Input:
:::::
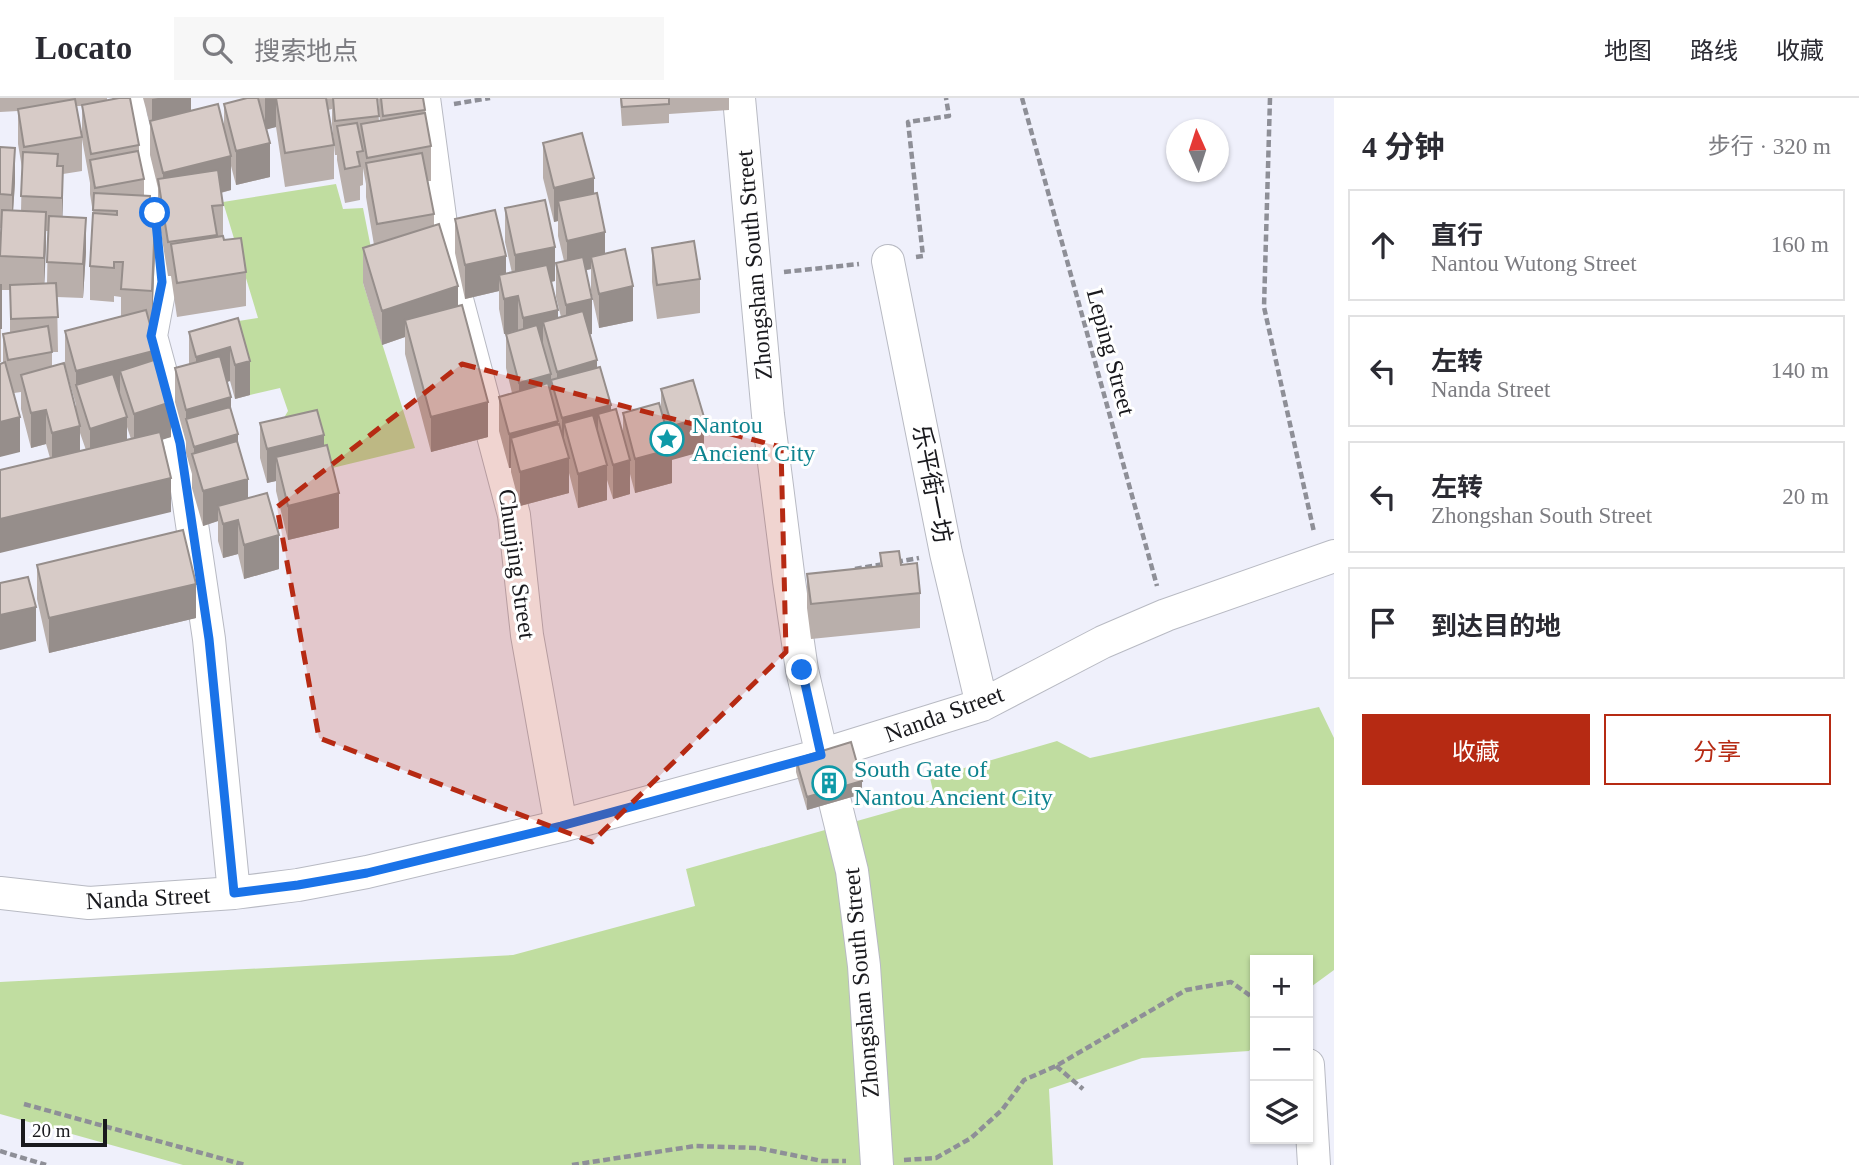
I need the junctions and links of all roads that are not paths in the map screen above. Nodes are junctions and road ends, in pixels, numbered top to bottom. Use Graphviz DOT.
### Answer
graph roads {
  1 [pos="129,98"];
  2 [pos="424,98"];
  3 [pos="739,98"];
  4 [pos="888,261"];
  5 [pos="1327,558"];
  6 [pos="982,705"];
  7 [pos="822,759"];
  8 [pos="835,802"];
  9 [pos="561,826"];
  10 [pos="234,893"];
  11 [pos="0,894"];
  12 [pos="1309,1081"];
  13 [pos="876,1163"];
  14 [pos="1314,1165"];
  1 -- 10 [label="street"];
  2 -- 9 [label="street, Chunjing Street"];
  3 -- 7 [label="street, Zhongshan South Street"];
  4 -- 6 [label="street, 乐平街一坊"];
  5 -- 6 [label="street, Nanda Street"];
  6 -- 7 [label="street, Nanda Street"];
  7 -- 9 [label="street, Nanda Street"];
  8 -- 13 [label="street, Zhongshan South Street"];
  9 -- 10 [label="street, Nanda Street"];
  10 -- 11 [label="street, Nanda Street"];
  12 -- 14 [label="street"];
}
:::::
Exercise:
Would you give the entries above again verbatim, omitting the images they contain?

Response to the exercise:
I need the junctions and links of all roads that are not paths in the map screen above. Nodes are junctions and road ends, in pixels, numbered top to bottom. Use Graphviz DOT.
### Answer
graph roads {
  1 [pos="129,98"];
  2 [pos="424,98"];
  3 [pos="739,98"];
  4 [pos="888,261"];
  5 [pos="1327,558"];
  6 [pos="982,705"];
  7 [pos="822,759"];
  8 [pos="835,802"];
  9 [pos="561,826"];
  10 [pos="234,893"];
  11 [pos="0,894"];
  12 [pos="1309,1081"];
  13 [pos="876,1163"];
  14 [pos="1314,1165"];
  1 -- 10 [label="street"];
  2 -- 9 [label="street, Chunjing Street"];
  3 -- 7 [label="street, Zhongshan South Street"];
  4 -- 6 [label="street, 乐平街一坊"];
  5 -- 6 [label="street, Nanda Street"];
  6 -- 7 [label="street, Nanda Street"];
  7 -- 9 [label="street, Nanda Street"];
  8 -- 13 [label="street, Zhongshan South Street"];
  9 -- 10 [label="street, Nanda Street"];
  10 -- 11 [label="street, Nanda Street"];
  12 -- 14 [label="street"];
}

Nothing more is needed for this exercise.